Search code examples
apache-kafkaflume

How do i access full dataset in flume-to-kafka pipeline?


I am reading a text file SMSSpamCollection as a flume-source, posting it to kafka topic which is a flume-sink.

     # Agent Name:
     a1.sources = r1
     a1.sinks = sample
     a1.channels = sample-channel


     # Source configuration:
     a1.sources.r1.type = exec
     a1.sources.r1.command = tail -f /Users/val/Documents/code/spark/m11_to_Upload/SMSSpamCollection
     a1.sources.r1.logStdErr = true

     # Sink type
     #a1.sinks.sample.type = logger

     # Buffers events in memory to channel
     a1.channels.sample-channel.type = memory
     a1.channels.sample-channel.capacity = 1000
     a1.channels.sample-channel.transactionCapacity = 100

     # Bind the source and sink to the channel
     a1.sources.r1.channels.selector.type = replicating
     a1.sources.r1.channels = sample-channel

     # Related settings Kafka, topic, and host channel where it set the source
     a1.sinks.sample.type = org.apache.flume.sink.kafka.KafkaSink
     a1.sinks.sample.topic = sample_topic
     a1.sinks.sample.brokerList = 127.0.0.1:9092
     a1.sinks.sample.requiredAcks = 1
     a1.sinks.sample.batchSize = 20
     a1.sinks.sample.channel = sample-channel

I use this command

    flume-ng agent --conf conf --conf-file /usr/local/Cellar/flume/1.9.0/libexec/conf/flume-sample.conf  -Dflume.root.logger=DEBUG,console --name a1 -Xmx512m -Xms256m 

When I read data from kafka topic

    kafka-console-consumer --topic sample_topic --from-beginning --bootstrap-server localhost:9092

I see only last 10 records from original file.

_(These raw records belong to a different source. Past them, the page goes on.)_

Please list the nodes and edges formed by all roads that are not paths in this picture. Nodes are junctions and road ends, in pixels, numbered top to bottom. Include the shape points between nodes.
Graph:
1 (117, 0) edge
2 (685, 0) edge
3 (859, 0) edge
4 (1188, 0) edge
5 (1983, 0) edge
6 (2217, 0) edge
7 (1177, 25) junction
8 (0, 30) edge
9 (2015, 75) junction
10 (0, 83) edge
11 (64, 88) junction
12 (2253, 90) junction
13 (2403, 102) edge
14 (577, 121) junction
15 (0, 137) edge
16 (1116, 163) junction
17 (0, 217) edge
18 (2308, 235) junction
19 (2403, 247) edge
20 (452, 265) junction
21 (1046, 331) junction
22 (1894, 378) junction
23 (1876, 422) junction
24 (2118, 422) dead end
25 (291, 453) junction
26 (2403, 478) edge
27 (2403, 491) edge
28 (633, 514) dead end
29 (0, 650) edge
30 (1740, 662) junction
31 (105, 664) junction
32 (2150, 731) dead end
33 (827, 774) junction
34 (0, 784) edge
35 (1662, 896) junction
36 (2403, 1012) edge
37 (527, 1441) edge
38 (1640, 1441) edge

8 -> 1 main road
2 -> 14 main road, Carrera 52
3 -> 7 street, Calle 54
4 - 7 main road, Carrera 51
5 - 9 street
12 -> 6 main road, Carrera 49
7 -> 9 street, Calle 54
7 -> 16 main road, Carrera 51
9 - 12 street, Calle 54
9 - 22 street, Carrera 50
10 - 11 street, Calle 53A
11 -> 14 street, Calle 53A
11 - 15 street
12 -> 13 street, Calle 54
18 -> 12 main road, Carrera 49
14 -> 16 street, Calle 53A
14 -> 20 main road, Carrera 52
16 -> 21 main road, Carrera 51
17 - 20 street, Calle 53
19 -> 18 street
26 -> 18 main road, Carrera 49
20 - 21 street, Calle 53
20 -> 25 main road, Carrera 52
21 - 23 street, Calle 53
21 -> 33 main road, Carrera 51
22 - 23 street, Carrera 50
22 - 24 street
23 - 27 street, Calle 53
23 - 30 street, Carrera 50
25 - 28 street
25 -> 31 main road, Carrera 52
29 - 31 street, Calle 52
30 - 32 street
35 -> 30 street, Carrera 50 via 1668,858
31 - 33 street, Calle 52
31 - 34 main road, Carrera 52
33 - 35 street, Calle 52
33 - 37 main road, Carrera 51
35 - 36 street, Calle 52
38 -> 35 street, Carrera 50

    ham Ok lor... Sony ericsson salesman... I ask shuhui then she say quite gd 2 use so i considering...
    ham Ard 6 like dat lor.
    ham Why don't you wait 'til at least wednesday to see if you get your .
    ham Huh y lei...
    spam    REMINDER FROM O2: To get 2.50 pounds free call credit and details of great offers pls reply 2 this text with your valid name, house no and postcode
    spam    This is the 2nd time we have tried 2 contact u. U have won the £750 Pound prize. 2 claim is easy, call 087187272008 NOW1! Only 10p per minute. BT-national-rate.
    ham Will ü b going to esplanade fr home?
    ham Pity, * was in mood for that. So...any other suggestions?
    ham The guy did some bitching but I acted like i'd be interested in buying something else next week and he gave it to us for free
    ham Rofl. Its true to its name

What is the proper way to see all the records?


Solution

  • You're using tail which by default shows the last 10 lines of a file.

    Instead use:

    a1.sources.r1.command = tail -c +0 -f /Users/val/Documents/code/spark/m11_to_Upload/SMSSpamCollection
    

    The -c +0 tells tail to start from the first character of the file.

    BTW an alternative is to use Kafka Connect with something like the Spooldir or File Pulse plugin.